In order to build and deploy:

make docker-build docker-push IMG=public.ecr.aws/atcommons/sparkhistoryservercontroller:dev
make deploy IMG=public.ecr.aws/atcommons/sparkhistoryservercontroller:dev

Testing

  1. Creating a SparkHistoryServer:
cat <<EOF | kubectl apply -f -
apiVersion: platform.kubesoup.io/v1
kind: SparkHistoryServer
metadata:
  name: sparkhistoryserver
  namespace: <your_namespace>
spec:
  image: public.ecr.aws/atcommons/sparkhistoryserver:14469 #It is Spark version 3.2.1
EOF
  1. Look that the default values are set correctly kubectl get SparkHistoryServer sparkhistoryserver -o yaml:
apiVersion: platform.kubesoup.io/v1
kind: SparkHistoryServer
metadata:
  name: sparkhistoryserver
  namespace: <your_namespace>
spec:
  cleaner:
    enabled: true
    maxAge: 30d
  image: public.ecr.aws/atcommons/sparkhistoryserver:14469
  imagePullPolicy: IfNotPresent
  replicas: 1
  resources:
    limits:
      cpu: 1000m
      memory: 1Gi
    requests:
      cpu: 100m
      memory: 512Mi
  serviceAccountName: default-editor
  1. Ensure everything is set up correctly and you can access it with the according url: https://kubeflow.at.onplural.sh/sparkhistory/tim-krause
kubectl get deployment sparkhistoryserver -o yaml -n <your_namespace>
kubectl get service sparkhistoryserver -o yaml -n <your_namespace>
kubectl get virtualservice sparkhistoryserver -o yaml -n <your_namespace>
kubectl get envoyfilter sparkhistoryserver -o yaml -n <your_namespace>
  1. You can also adjust the SparkHistoryServer and the controller reconciles it accordingly.
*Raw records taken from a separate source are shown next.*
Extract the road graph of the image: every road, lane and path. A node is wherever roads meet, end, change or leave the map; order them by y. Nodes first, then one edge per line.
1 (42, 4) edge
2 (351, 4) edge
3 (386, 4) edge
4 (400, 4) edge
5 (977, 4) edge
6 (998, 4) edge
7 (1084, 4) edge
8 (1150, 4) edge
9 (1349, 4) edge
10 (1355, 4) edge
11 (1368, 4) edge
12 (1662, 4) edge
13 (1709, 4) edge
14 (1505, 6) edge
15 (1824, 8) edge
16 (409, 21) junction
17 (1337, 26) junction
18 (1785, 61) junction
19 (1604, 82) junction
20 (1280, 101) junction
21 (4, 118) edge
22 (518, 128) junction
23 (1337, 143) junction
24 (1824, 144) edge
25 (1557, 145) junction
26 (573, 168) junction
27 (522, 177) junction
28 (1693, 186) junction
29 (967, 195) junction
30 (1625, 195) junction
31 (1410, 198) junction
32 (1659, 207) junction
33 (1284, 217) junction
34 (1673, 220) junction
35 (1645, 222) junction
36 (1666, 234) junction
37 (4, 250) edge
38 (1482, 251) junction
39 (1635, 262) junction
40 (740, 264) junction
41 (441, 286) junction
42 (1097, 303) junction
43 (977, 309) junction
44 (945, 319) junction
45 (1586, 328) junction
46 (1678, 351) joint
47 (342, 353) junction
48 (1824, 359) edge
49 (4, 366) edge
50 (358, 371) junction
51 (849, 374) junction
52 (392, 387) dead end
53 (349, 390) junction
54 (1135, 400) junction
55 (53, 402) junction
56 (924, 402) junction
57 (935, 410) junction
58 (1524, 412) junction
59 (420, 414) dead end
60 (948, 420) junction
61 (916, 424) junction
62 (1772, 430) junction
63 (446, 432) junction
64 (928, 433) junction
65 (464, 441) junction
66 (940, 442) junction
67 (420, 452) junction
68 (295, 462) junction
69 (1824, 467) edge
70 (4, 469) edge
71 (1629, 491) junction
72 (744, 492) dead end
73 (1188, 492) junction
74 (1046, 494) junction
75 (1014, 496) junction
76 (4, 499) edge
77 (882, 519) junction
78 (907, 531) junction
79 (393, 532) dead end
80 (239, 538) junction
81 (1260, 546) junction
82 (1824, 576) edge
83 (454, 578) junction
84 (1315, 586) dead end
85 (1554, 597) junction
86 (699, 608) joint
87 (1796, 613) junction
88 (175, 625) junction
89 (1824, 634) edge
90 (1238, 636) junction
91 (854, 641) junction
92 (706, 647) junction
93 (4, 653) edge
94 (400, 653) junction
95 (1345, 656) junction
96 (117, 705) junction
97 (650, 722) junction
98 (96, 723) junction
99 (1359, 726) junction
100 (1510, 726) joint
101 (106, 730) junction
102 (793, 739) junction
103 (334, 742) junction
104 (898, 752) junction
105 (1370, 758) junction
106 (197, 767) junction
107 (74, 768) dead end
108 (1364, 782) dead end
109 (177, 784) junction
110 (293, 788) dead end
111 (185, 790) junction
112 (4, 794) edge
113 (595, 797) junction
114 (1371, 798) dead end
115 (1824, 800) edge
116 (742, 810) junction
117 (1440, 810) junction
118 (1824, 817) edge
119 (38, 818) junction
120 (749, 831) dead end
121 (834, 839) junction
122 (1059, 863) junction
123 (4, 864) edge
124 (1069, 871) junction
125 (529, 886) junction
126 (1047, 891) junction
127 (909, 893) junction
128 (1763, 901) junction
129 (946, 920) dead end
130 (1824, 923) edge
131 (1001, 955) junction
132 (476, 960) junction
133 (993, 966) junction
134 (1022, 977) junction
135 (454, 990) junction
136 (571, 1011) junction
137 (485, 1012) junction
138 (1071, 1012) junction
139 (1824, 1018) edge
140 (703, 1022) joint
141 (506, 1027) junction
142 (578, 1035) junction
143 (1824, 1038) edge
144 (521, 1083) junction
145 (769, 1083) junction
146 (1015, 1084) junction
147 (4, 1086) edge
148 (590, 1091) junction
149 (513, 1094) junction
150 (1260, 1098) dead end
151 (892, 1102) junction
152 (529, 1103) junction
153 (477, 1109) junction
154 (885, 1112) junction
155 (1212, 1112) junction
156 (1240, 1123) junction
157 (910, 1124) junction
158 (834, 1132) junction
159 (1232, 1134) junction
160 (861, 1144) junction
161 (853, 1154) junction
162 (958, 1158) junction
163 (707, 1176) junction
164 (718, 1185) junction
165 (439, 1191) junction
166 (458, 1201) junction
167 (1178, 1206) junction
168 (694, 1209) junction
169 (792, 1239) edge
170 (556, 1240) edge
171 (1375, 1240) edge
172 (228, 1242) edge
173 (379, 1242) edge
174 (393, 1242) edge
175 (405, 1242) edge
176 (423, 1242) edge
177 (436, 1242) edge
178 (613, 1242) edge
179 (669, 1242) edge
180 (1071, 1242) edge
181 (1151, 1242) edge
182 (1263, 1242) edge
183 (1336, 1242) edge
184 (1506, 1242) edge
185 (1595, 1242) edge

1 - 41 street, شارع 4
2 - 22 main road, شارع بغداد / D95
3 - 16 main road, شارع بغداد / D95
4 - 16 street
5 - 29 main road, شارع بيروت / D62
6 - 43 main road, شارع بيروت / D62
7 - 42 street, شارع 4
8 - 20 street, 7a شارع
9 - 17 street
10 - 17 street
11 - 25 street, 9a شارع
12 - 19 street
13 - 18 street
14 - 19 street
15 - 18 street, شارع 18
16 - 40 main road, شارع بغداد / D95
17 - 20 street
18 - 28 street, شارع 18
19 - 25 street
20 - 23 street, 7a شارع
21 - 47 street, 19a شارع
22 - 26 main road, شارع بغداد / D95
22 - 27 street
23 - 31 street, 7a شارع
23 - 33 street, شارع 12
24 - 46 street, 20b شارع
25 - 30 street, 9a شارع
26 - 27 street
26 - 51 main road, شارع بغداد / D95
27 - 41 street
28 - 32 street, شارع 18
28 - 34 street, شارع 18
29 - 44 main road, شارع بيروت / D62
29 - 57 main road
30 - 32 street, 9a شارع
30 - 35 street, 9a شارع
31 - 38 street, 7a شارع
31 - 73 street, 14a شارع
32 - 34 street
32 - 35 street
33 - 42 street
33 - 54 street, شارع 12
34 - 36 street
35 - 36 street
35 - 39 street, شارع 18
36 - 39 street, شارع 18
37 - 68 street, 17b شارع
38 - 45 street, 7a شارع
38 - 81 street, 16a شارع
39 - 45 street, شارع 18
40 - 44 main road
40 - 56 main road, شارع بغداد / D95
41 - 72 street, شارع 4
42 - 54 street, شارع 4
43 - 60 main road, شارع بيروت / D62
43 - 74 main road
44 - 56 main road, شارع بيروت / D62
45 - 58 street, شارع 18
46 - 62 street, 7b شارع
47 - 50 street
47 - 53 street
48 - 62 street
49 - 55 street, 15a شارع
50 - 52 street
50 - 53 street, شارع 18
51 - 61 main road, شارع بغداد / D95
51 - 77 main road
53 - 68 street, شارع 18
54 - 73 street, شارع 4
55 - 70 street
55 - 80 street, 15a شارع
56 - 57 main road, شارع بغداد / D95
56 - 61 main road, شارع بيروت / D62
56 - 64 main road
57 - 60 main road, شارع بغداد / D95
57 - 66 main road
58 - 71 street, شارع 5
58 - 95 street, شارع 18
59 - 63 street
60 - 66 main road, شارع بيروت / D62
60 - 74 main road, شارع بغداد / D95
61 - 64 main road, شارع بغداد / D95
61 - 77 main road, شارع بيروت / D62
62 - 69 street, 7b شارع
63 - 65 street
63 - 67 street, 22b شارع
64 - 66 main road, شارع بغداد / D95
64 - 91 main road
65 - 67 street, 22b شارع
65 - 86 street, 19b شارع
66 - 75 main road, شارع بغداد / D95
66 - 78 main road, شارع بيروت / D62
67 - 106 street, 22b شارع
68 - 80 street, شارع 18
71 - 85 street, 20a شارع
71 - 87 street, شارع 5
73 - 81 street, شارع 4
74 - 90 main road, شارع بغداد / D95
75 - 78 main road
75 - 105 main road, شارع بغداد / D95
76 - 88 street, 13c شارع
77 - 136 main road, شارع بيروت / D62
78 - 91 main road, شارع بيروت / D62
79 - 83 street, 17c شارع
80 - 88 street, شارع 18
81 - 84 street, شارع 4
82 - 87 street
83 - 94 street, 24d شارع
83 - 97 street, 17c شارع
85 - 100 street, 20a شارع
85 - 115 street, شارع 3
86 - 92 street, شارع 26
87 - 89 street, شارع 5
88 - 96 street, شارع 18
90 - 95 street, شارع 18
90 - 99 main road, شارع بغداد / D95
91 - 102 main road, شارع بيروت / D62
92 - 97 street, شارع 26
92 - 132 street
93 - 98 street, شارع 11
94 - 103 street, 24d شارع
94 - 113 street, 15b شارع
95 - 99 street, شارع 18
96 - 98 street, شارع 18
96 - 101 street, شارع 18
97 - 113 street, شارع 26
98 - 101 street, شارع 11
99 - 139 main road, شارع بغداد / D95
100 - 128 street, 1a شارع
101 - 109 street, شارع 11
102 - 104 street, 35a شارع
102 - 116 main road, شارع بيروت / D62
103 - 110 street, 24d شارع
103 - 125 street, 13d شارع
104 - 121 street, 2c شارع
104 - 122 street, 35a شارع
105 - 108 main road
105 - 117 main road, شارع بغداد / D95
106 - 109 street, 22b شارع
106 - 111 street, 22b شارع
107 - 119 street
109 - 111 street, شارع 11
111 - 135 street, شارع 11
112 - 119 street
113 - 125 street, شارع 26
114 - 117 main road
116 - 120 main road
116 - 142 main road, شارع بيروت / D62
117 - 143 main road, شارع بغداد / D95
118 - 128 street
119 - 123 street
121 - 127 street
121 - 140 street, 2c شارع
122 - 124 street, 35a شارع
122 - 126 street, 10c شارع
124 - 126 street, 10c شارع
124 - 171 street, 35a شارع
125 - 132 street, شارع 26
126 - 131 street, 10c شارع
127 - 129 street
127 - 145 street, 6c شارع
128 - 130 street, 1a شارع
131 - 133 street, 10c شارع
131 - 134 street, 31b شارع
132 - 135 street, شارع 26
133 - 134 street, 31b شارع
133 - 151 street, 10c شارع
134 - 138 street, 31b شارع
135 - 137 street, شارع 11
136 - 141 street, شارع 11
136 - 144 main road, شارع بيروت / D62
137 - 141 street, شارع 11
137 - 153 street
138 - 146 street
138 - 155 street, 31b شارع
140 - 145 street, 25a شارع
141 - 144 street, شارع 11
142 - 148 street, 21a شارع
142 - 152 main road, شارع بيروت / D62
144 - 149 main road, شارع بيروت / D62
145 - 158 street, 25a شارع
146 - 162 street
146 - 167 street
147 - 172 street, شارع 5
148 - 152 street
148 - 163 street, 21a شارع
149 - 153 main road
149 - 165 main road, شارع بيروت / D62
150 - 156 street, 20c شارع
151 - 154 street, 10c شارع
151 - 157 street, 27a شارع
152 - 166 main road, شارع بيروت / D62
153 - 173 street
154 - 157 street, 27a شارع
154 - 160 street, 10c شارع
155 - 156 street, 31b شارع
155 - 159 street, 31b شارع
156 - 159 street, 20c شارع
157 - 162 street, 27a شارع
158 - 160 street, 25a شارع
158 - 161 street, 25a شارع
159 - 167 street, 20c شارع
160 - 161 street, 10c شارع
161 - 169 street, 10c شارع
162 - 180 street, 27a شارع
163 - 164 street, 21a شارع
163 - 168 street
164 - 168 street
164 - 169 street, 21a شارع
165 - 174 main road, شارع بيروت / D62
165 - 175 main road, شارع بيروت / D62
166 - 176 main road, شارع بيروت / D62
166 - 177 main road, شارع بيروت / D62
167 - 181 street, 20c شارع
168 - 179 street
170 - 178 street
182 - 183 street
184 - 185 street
  2. Ensure everything gets cleaned up after deleting the CR: kubectl delete SparkHistoryServer sparkhistoryserver

Build Dockerimage with new official version

Adjust the version!

make docker-build docker-push IMG=public.ecr.aws/atcommons/sparkhistoryservercontroller:0.1.0

Update our rollout doc (the version) and do the rollout like it is described there!

Kube-builder tutorial

Prerequisites

  • Minikube can be a good fit (other solutions are kind or k3s) to develop locally (no worries to destroy the production system but if it need too many dependencies, it is very time consuming to integrate it into Minikube):
    • How to install Minikube, can be found
    • Each day, you just start Minikube: minikube start (this also configures kubeconfig automatically)
    • In case you need the kubeconfig again without restarting Minikube: minikube update-context
  • Install kubebuilder (latest was 3.4.1 at that time):
wget https://github.com/kubernetes-sigs/kubebuilder/releases/download/v3.4.1/kubebuilder_linux_amd64

chmod +x kubebuilder_linux_amd64
sudo mv kubebuilder_linux_amd64 /usr/local/bin/kubebuilder

kubebuilder version
  • Install Golang (I decided to go for v1.17+):
wget https://go.dev/dl/go1.17.11.linux-amd64.tar.gz
sudo tar -C /usr/local -xzf go1.17.11.linux-amd64.tar.gz
export PATH=$PATH:/usr/local/go/bin
echo "export PATH=$PATH:/usr/local/go/bin" >> ~/.bashrc

go version

Some important documentation for Golang@K8s

Especially when writing the CRD or creating K8s objects, the official documentation helps a lot in terms of (data) types, structs and so on.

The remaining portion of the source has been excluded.